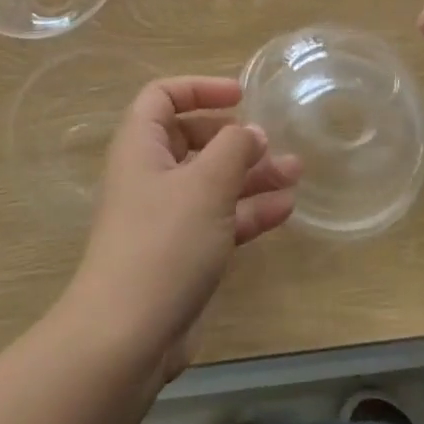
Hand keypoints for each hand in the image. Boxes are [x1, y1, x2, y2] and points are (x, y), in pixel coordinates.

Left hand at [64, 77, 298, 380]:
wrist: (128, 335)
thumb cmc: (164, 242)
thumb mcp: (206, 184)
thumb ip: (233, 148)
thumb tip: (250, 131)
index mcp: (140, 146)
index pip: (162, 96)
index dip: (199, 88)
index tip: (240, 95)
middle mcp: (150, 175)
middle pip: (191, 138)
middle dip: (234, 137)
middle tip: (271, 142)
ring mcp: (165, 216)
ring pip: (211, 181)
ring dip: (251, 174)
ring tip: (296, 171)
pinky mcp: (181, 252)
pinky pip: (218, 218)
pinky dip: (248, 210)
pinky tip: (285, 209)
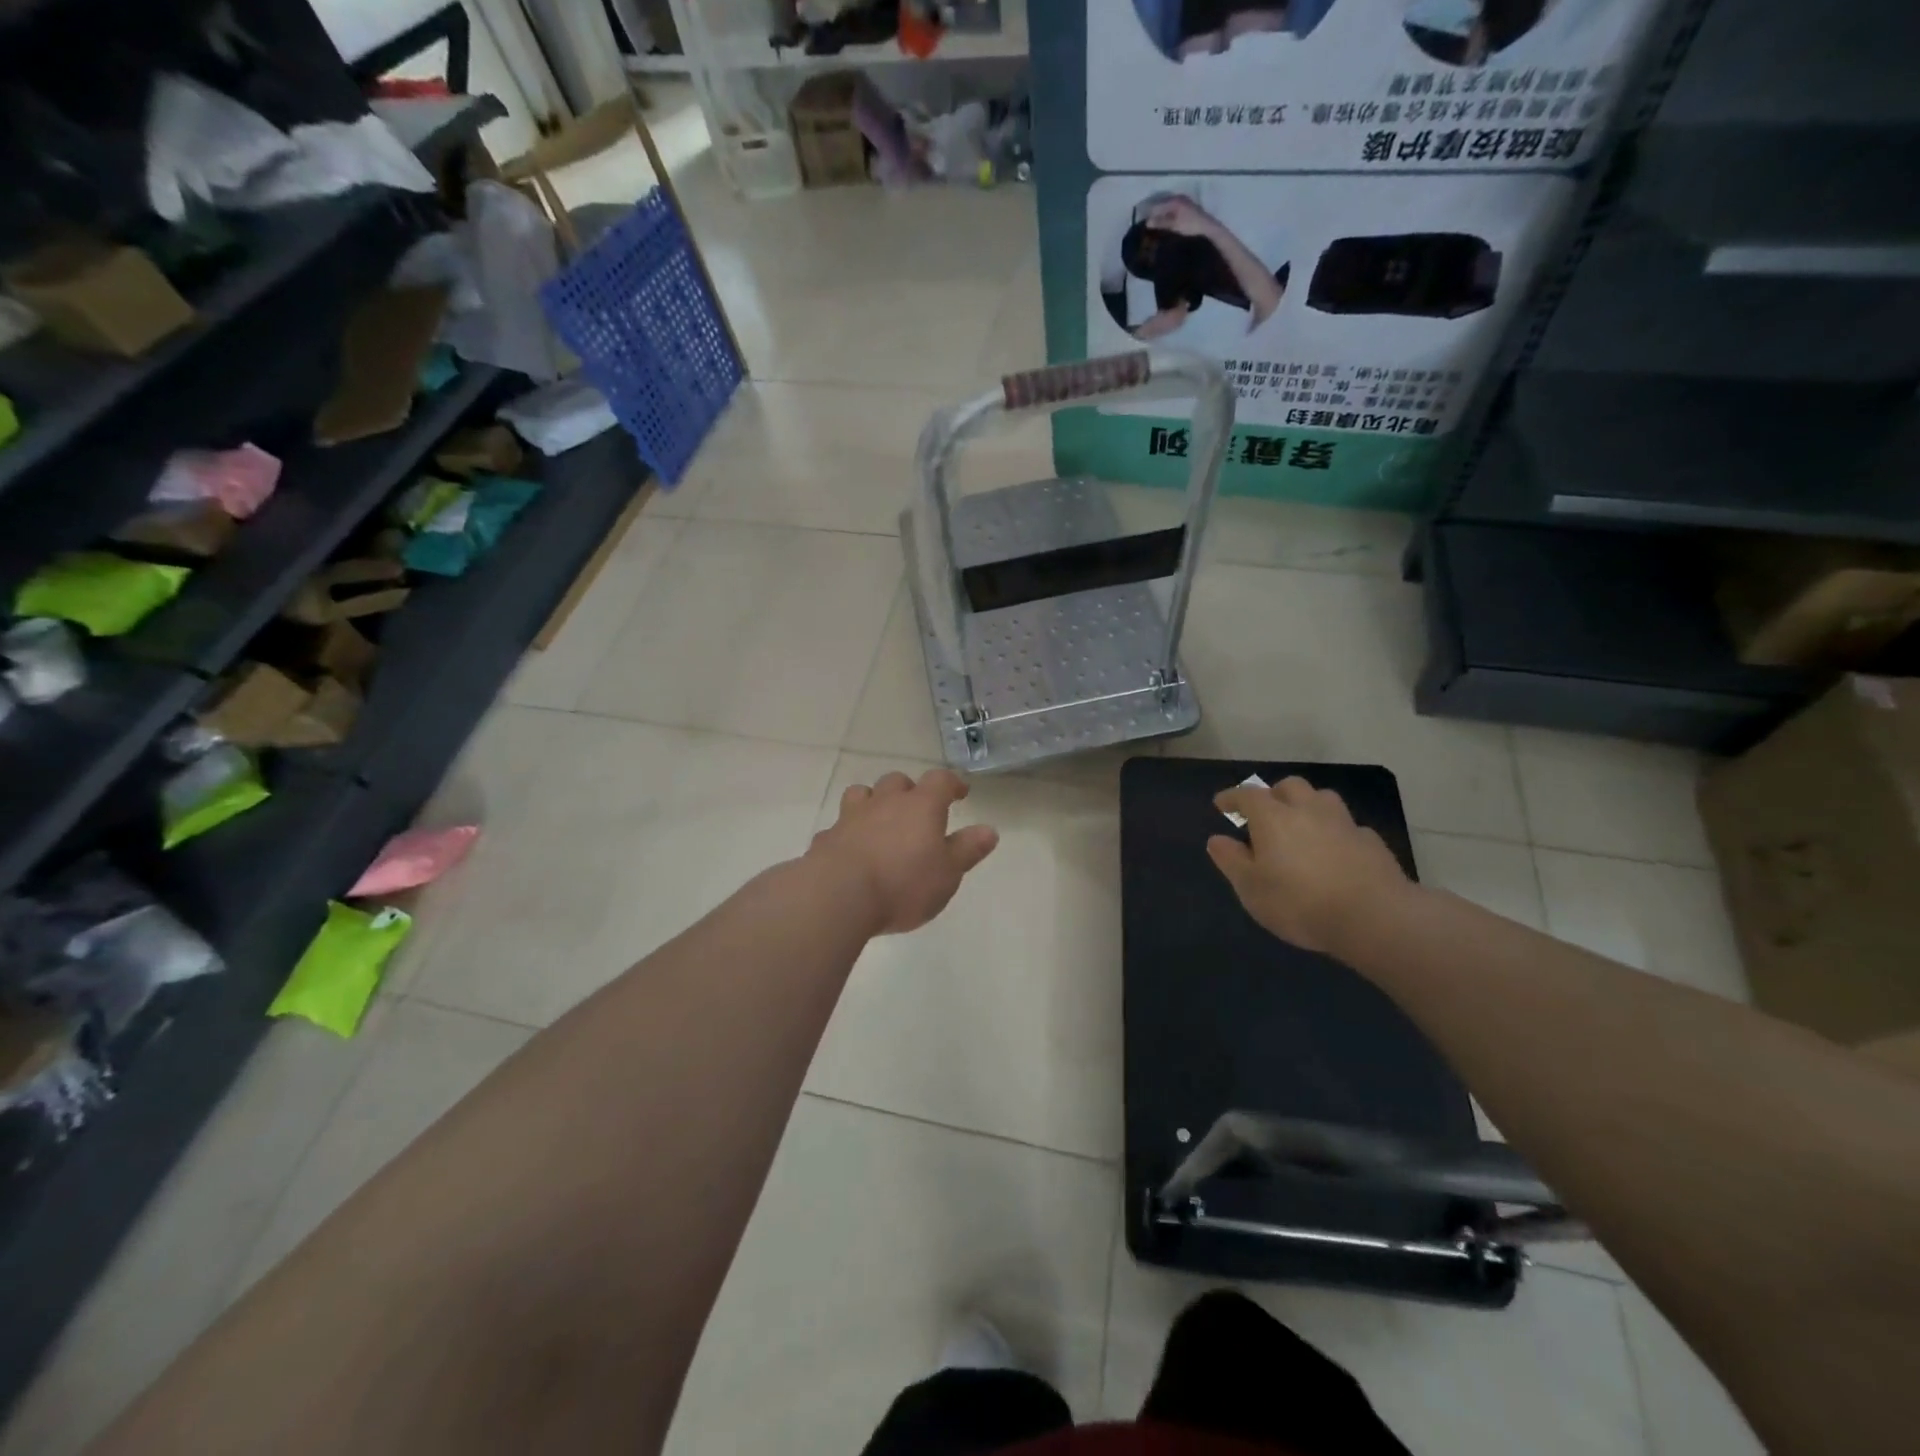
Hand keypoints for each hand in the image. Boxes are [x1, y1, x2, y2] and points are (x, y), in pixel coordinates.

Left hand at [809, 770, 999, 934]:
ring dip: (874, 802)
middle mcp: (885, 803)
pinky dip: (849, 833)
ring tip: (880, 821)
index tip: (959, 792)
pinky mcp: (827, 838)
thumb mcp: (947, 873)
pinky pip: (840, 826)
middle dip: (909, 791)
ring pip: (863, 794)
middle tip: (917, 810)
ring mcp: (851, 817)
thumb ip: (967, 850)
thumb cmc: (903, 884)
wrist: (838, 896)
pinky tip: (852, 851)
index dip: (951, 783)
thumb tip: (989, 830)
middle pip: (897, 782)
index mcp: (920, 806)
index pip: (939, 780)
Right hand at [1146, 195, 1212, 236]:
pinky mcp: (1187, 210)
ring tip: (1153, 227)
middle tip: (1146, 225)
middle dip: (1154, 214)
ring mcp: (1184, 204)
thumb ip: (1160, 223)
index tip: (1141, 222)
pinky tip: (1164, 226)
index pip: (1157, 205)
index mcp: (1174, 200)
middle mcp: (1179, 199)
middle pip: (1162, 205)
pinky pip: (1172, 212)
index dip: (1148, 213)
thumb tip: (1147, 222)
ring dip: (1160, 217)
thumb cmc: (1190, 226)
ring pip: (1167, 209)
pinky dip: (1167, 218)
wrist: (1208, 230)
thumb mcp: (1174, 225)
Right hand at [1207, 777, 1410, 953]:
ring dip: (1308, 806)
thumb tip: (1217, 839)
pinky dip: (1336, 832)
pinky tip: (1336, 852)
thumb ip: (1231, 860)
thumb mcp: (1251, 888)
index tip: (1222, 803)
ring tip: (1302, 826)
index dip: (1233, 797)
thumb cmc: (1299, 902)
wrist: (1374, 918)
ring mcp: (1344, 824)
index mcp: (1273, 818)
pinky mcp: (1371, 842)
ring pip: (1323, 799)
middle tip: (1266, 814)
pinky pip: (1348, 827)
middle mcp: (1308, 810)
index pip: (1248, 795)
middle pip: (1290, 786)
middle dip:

#### Task item:
Without the pictures, write out the lines from the beginning of the entries through the line with "index mcp: (920, 806)".

#### Result of the exercise:
Hand keypoints for each hand in the image. Boxes are [x1, y1, x2, y2] and points are (x, y), in pixel coordinates.

Left hand at [64, 77, 298, 380]:
wrist: (128, 335)
thumb cmc: (164, 242)
thumb mcp: (206, 184)
thumb ip: (233, 148)
thumb tip: (250, 131)
index mcp: (140, 146)
index pip: (162, 96)
index dip: (199, 88)
index tip: (240, 95)
middle mcp: (150, 175)
middle pip: (191, 138)
middle dip: (234, 137)
middle tip: (271, 142)
ring mcp: (165, 216)
ring pip: (211, 181)
ring dip: (251, 174)
ring tip: (296, 171)
pinky mcp: (181, 252)
pinky pip: (218, 218)
pinky dip: (248, 210)
pinky tip: (285, 209)
Hand keypoints for each hand in the image. Boxes are [x1, y1, x2, y2] and points are (x, y), in pixel coordinates.

Left hand at [809, 770, 999, 934]:
ring dip: (874, 802)
middle mcp: (885, 803)
pinky dip: (849, 833)
ring tip: (880, 821)
index tip: (959, 792)
pinky mcp: (827, 838)
thumb mcp: (947, 873)
pinky pip: (840, 826)
middle dip: (909, 791)
ring pip: (863, 794)
middle tip: (917, 810)
ring mcp: (851, 817)
thumb ip: (967, 850)
thumb cmc: (903, 884)
wrist: (838, 896)
pinky tip: (852, 851)
index dip: (951, 783)
thumb tip: (989, 830)
middle pip: (897, 782)
index mcp: (920, 806)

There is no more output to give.